Retail chicken prices would have to rise to compensate stopping partial depopulation of broiler flocks.
Flock ‘thinning’ is often used in broiler production to optimise the use of farm space and rear a larger number of birds while still respecting the EU regulations that set the maximum stocking density in a house at 42 kg/square metre.
While performing partial depopulation, the maximum density allowed by law is reached faster, and a part of the flock is sent for slaughter earlier while the remaining animals continue until the end of the production round.
But the practice does constitute a serious break in farm biosecurity that can lead to the introduction of various pathogens in the flock, including Campylobacter spp. Partial depopulation is stressful to the broilers that are deprived of food and water several hours before the arrival of the catching crew.
The catching crew may introduce Campylobacter into the flock, as the bacteria has been found on boots, clothing and other equipment prior to being used during partial depopulation. Research has found that broiler transport crates are often contaminated with Campylobacter.
Researchers from the University of Ghent, Belgium, looked at whether depopulating flocks could increase the risk of the introduction of Campylobacter spp in the poultry house. In Belgium, in conventional production, approximately a quarter of the flock are slaughtered at 35 days and the remaining culled at 42 days. A simulation was performed to evaluate production consequences of ‘thinning’.
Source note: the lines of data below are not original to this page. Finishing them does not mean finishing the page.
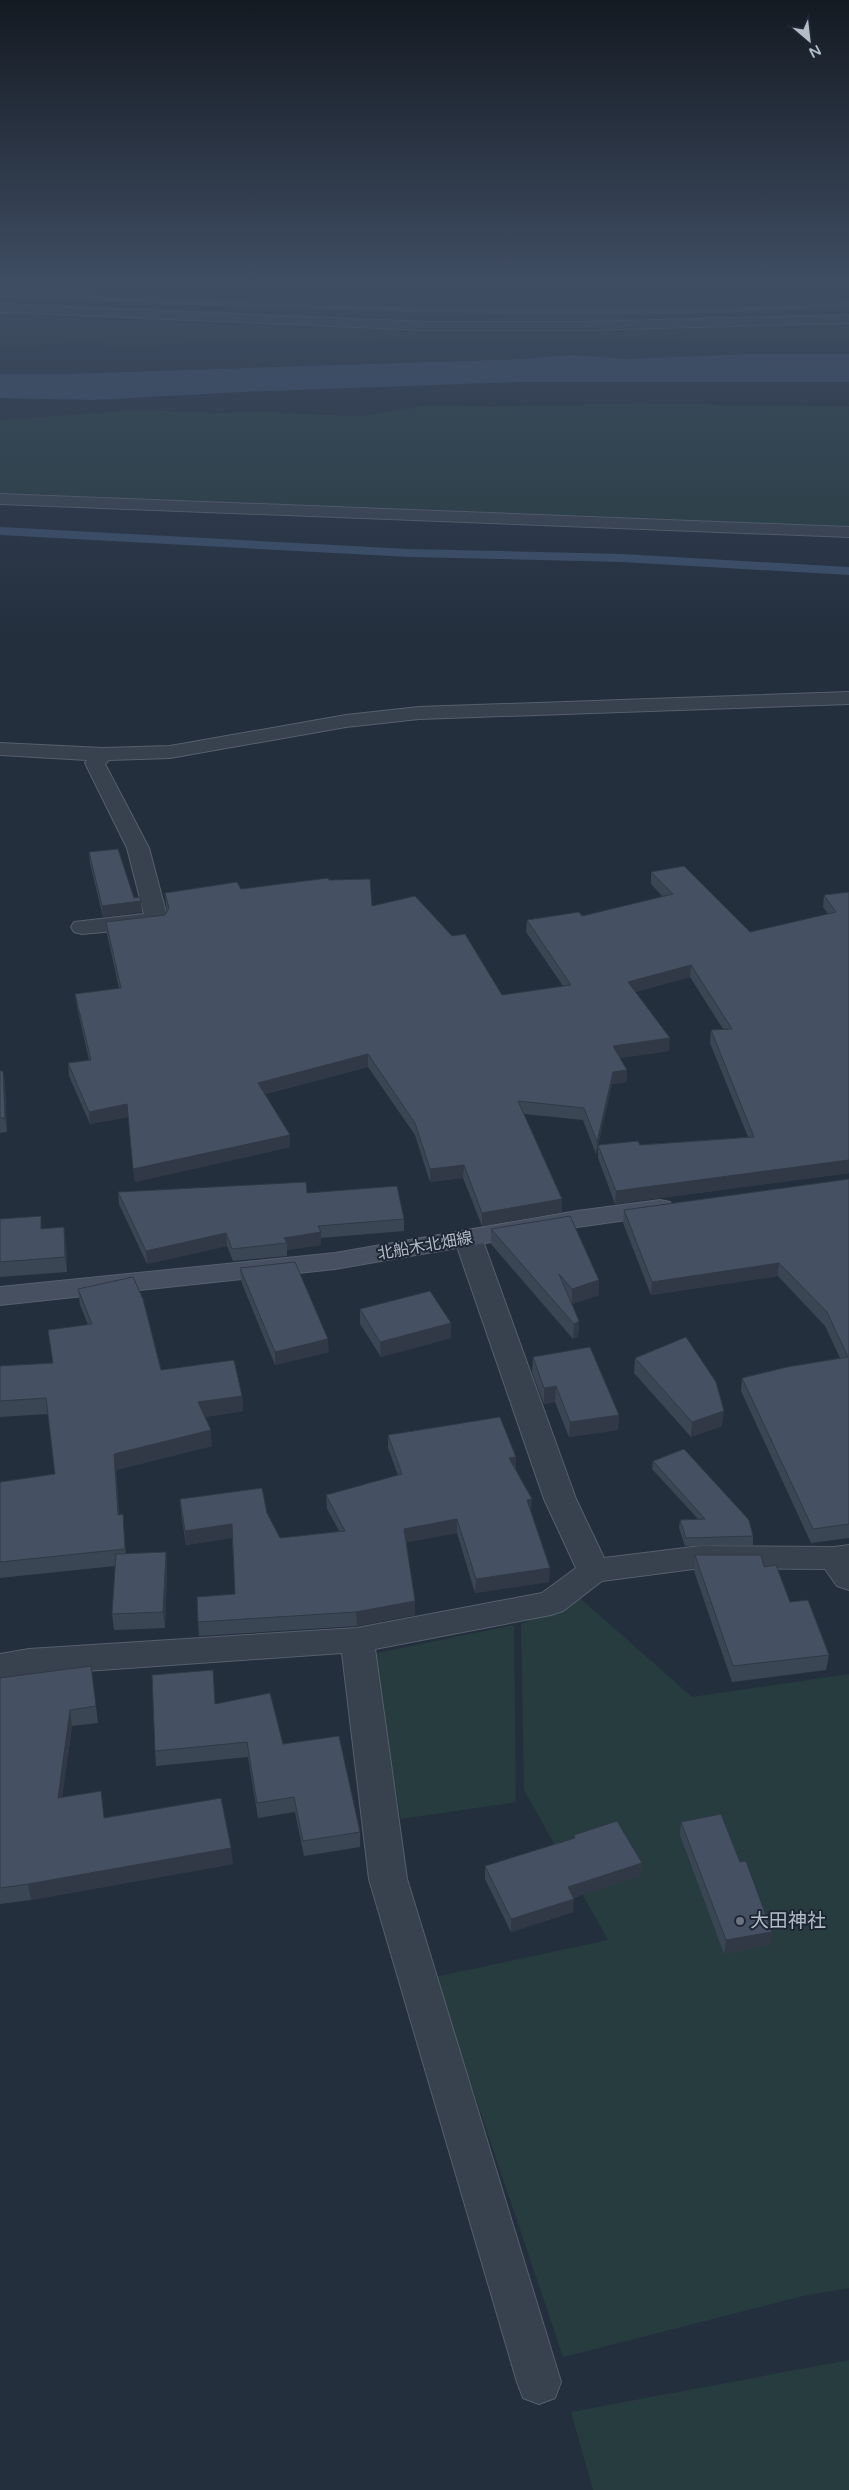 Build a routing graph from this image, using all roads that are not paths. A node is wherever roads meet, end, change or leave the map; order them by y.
1 (0, 499) edge
2 (849, 532) edge
3 (849, 698) edge
4 (0, 748) edge
5 (103, 754) junction
6 (82, 928) dead end
7 (684, 1204) edge
8 (468, 1238) junction
9 (0, 1296) edge
10 (844, 1564) edge
11 (594, 1571) junction
12 (356, 1640) junction
13 (0, 1667) edge
14 (538, 2382) dead end

1 - 2 street
3 - 5 street
4 - 5 street
5 - 6 street
7 - 8 main road, 北船木北畑線
8 - 9 main road, 北船木北畑線
8 - 11 street
10 - 11 street
11 - 12 street
12 - 13 street
12 - 14 street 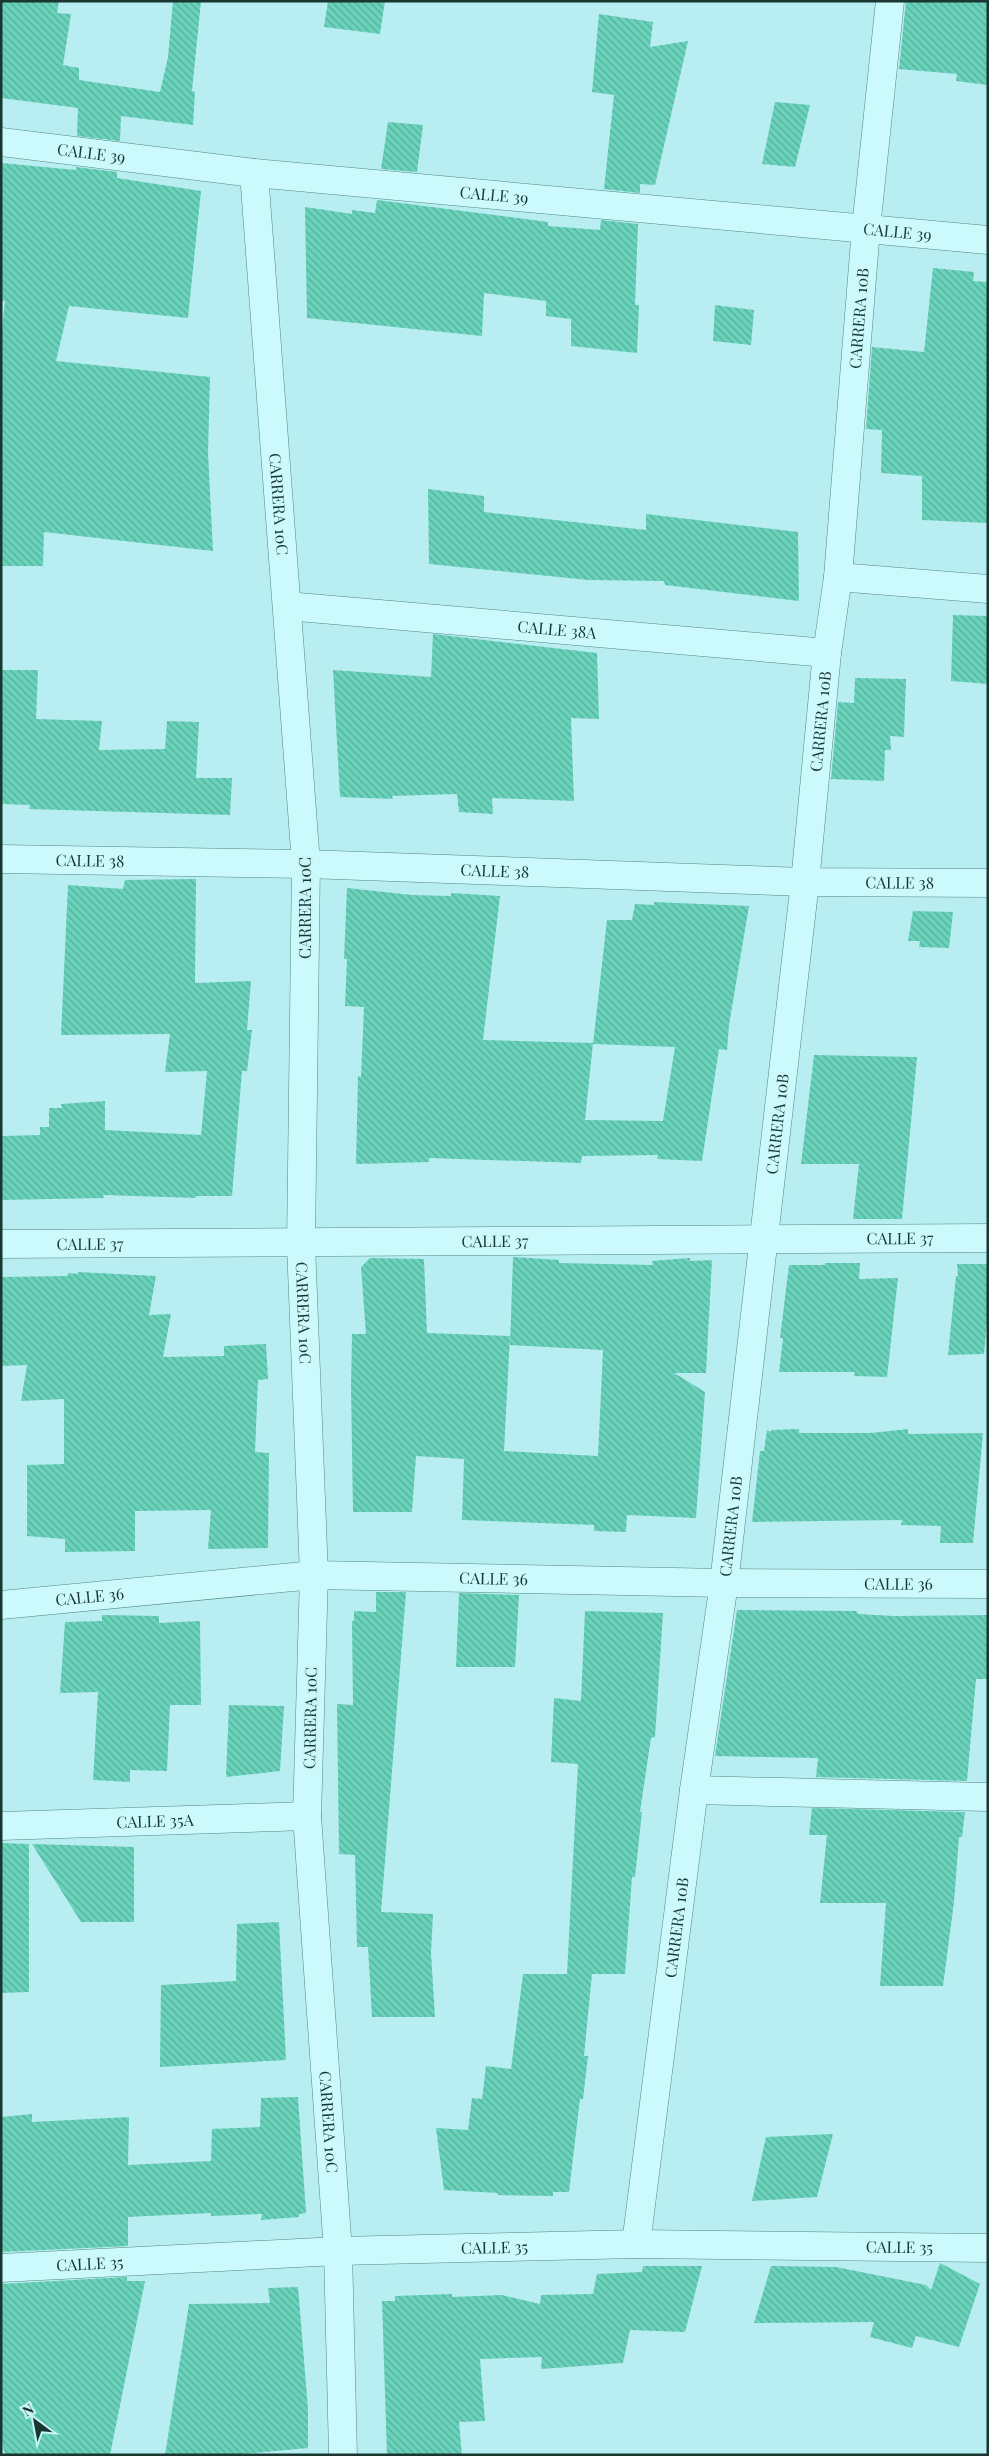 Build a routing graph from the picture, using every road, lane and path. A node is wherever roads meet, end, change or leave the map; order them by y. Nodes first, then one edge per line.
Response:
1 (890, 1) edge
2 (1, 142) edge
3 (254, 172) junction
4 (866, 228) junction
5 (988, 240) edge
6 (838, 577) junction
7 (988, 589) edge
8 (288, 606) junction
9 (827, 653) junction
10 (1, 859) edge
11 (306, 864) junction
12 (805, 882) junction
13 (988, 883) edge
14 (764, 1238) junction
15 (988, 1238) edge
16 (1, 1244) edge
17 (301, 1244) junction
18 (314, 1575) junction
19 (724, 1583) junction
20 (988, 1584) edge
21 (1, 1605) edge
22 (694, 1790) junction
23 (986, 1796) dead end
24 (307, 1816) junction
25 (1, 1826) edge
26 (636, 2244) junction
27 (988, 2248) edge
28 (338, 2251) junction
29 (1, 2268) edge
30 (343, 2455) edge

1 - 4 street, CARRERA 10B
2 - 3 street, CALLE 39
3 - 4 street, CALLE 39
3 - 8 street, CARRERA 10C
4 - 5 street, CALLE 39
4 - 6 street, CARRERA 10B
6 - 7 street
6 - 9 street, CARRERA 10B
8 - 9 street, CALLE 38A
8 - 11 street, CARRERA 10C
9 - 12 street, CARRERA 10B
10 - 11 street, CALLE 38
11 - 12 street, CALLE 38
11 - 17 street, CARRERA 10C
12 - 13 street, CALLE 38
12 - 14 street, CARRERA 10B
14 - 15 street, CALLE 37
14 - 17 street, CALLE 37
14 - 19 street, CARRERA 10B
16 - 17 street, CALLE 37
17 - 18 street, CARRERA 10C
18 - 19 street, CALLE 36
18 - 21 street, CALLE 36
18 - 24 street, CARRERA 10C
19 - 20 street, CALLE 36
19 - 22 street, CARRERA 10B
22 - 23 street
22 - 26 street, CARRERA 10B
24 - 25 street, CALLE 35A
24 - 28 street, CARRERA 10C
26 - 27 street, CALLE 35
26 - 28 street, CALLE 35
28 - 29 street, CALLE 35
28 - 30 street, CARRERA 10C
In the study, the production of a house performing partial depopulation of 25% of the flock at 35 days of age prior to the final slaughter at 42 days was compared with a production system where partial depopulation was not performed. The differences in production costs, profit and technical performance parameters were evaluated.
The model indicated that stopping partial depopulation reduces production between 16 and 24%, which results in a 14% reduced profit per kg of live weight, and a 31% reduced profit per production cycle.
To compensate for the profit loss, it would be necessary to increase the meat price by 3% from a starting price of 87.44 euro cents.
The researchers said for current conventional broiler production, it may be financially challenging to stop partial depopulation practices. Instead, focusing on external biosecurity to avoid the introduction of Campylobacter into poultry houses may be the right compromise.